We now have to consider the contention of counsel for the complainant and the water company as to whether or not the city is proceeding according to law in its attempt to construct, maintain, and operate a system of waterworks of its own. Its power, if it has any, comes from the Constitution and laws of the state of South Dakota. Section 4, art. 13, of the Constitution of the state of South Dakota, adopted on the admission of the state into the Union, reads as follows:

"Sec. 4. The debt of any county, city, town, school district or other subdivision, shall never exceed five per centum upon the assessed value of the taxable property therein. In estimating the amount of indebtedness which a municipality or subdivision may incur, the amount of indebtedness contracted prior to the adoption of this Constitution shall be included."
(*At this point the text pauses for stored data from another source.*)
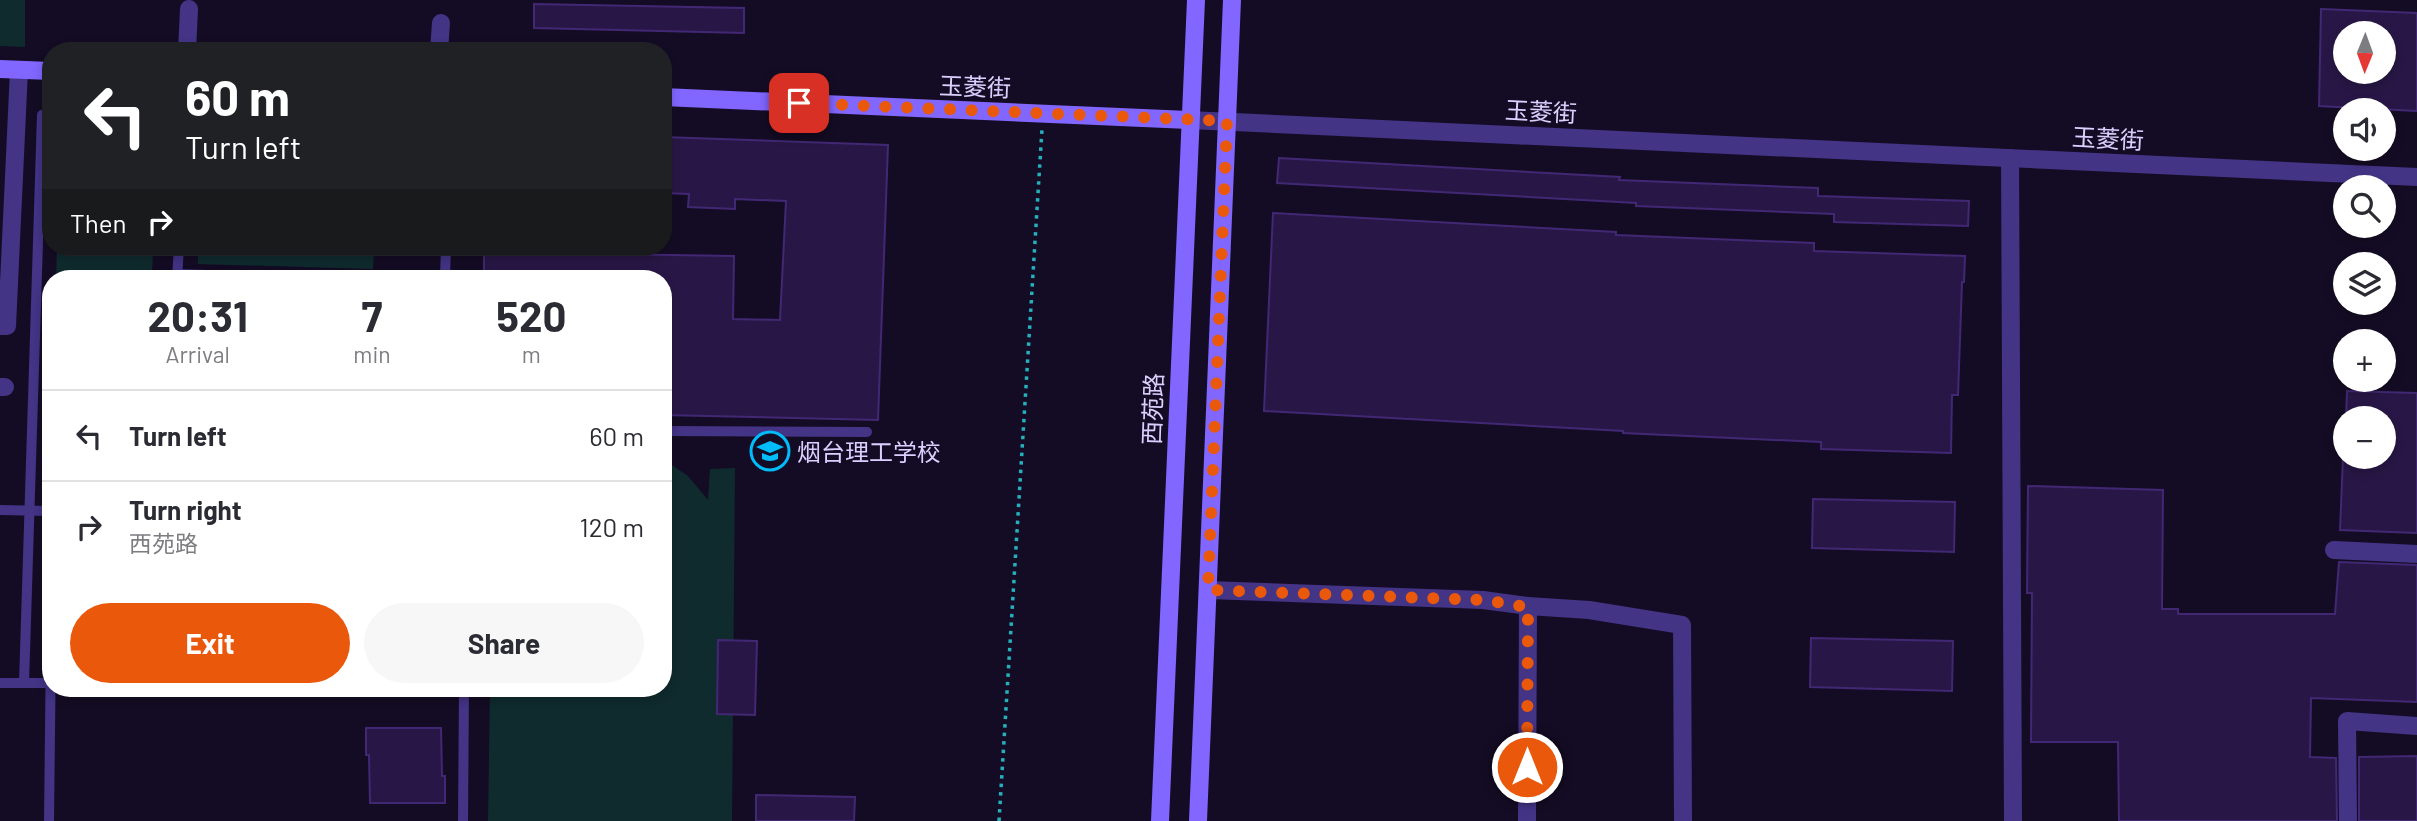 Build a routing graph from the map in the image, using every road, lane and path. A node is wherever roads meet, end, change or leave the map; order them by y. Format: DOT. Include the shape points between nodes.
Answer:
graph roads {
  1 [pos="1196,0"];
  2 [pos="1233,0"];
  3 [pos="189,9"];
  4 [pos="441,23"];
  5 [pos="187,42"];
  6 [pos="440,42"];
  7 [pos="0,69"];
  8 [pos="19,70"];
  9 [pos="42,71"];
  10 [pos="672,97"];
  11 [pos="1043,113"];
  12 [pos="42,115"];
  13 [pos="1189,120"];
  14 [pos="1227,121"];
  15 [pos="2010,158"];
  16 [pos="2417,177"];
  17 [pos="0,326"];
  18 [pos="672,431"];
  19 [pos="867,432"];
  20 [pos="0,510"];
  21 [pos="29,510"];
  22 [pos="42,510"];
  23 [pos="2334,550"];
  24 [pos="2417,554"];
  25 [pos="1208,590"];
  26 [pos="1528,607"];
  27 [pos="0,683"];
  28 [pos="24,683"];
  29 [pos="42,683"];
  30 [pos="50,697"];
  31 [pos="464,697"];
  32 [pos="2417,726"];
  33 [pos="49,821"];
  34 [pos="463,821"];
  35 [pos="999,821"];
  36 [pos="1160,821"];
  37 [pos="1198,821"];
  38 [pos="1527,821"];
  39 [pos="1683,821"];
  40 [pos="2013,821"];
  41 [pos="2348,821"];
  1 -- 13 [label="main road, 西苑路"];
  2 -- 14 [label="main road"];
  3 -- 5 [label="street"];
  4 -- 6 [label="street"];
  7 -- 8 [label="main road"];
  8 -- 9 [label="main road"];
  8 -- 17 [label="street" via="7,326"];
  10 -- 11 [label="main road, 玉菱街"];
  11 -- 13 [label="main road, 玉菱街"];
  11 -- 35 [label="path"];
  12 -- 21 [label="lane"];
  13 -- 14 [label="street, 玉菱街"];
  13 -- 36 [label="main road, 西苑路"];
  14 -- 15 [label="street, 玉菱街"];
  14 -- 25 [label="main road"];
  15 -- 16 [label="street, 玉菱街"];
  15 -- 40 [label="street"];
  18 -- 19 [label="lane"];
  20 -- 21 [label="lane"];
  21 -- 22 [label="lane"];
  21 -- 28 [label="lane"];
  23 -- 24 [label="street"];
  25 -- 26 [label="street" via="1483,600"];
  25 -- 37 [label="main road"];
  26 -- 38 [label="street"];
  26 -- 39 [label="street" via="1589,610 1682,625"];
  27 -- 28 [label="lane"];
  28 -- 29 [label="lane"];
  30 -- 33 [label="lane"];
  31 -- 34 [label="lane"];
  32 -- 41 [label="street" via="2347,721"];
}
In the year 1896 said section 4 of article 13 was amended to read as follows:

"Sec. 4. The debt of any county, city, town, school district, civil township, or other subdivision, shall never exceed five (5) per centum upon the assessed value of the taxable property therein. In estimating the amount of indebted

ness which a municipality or subdivision may incur, the amount of indebtedness contracted prior to the adoption of this constitution shall be included: provided, that any county, municipal corporation, civil township, district or other subdivision may incur an additional indebtedness not exceeding ten per centum upon the assessed value of the taxable property therein for the purpose of providing water for irrigation and domestic uses: provided further, that no county, municipal corporation or civil township shall be included within any such district or subdivision without a majority vote in favor thereof of the electors of the county, municipal corporation, or civil township as the case may be, which is proposed to be included therein, and no such debt shall ever be incurred for any of the purposes in this section provided, unless authorized by a vote in favor thereof of a majority of the electors of such county, municipal corporation, civil township, district or subdivision incurring the same."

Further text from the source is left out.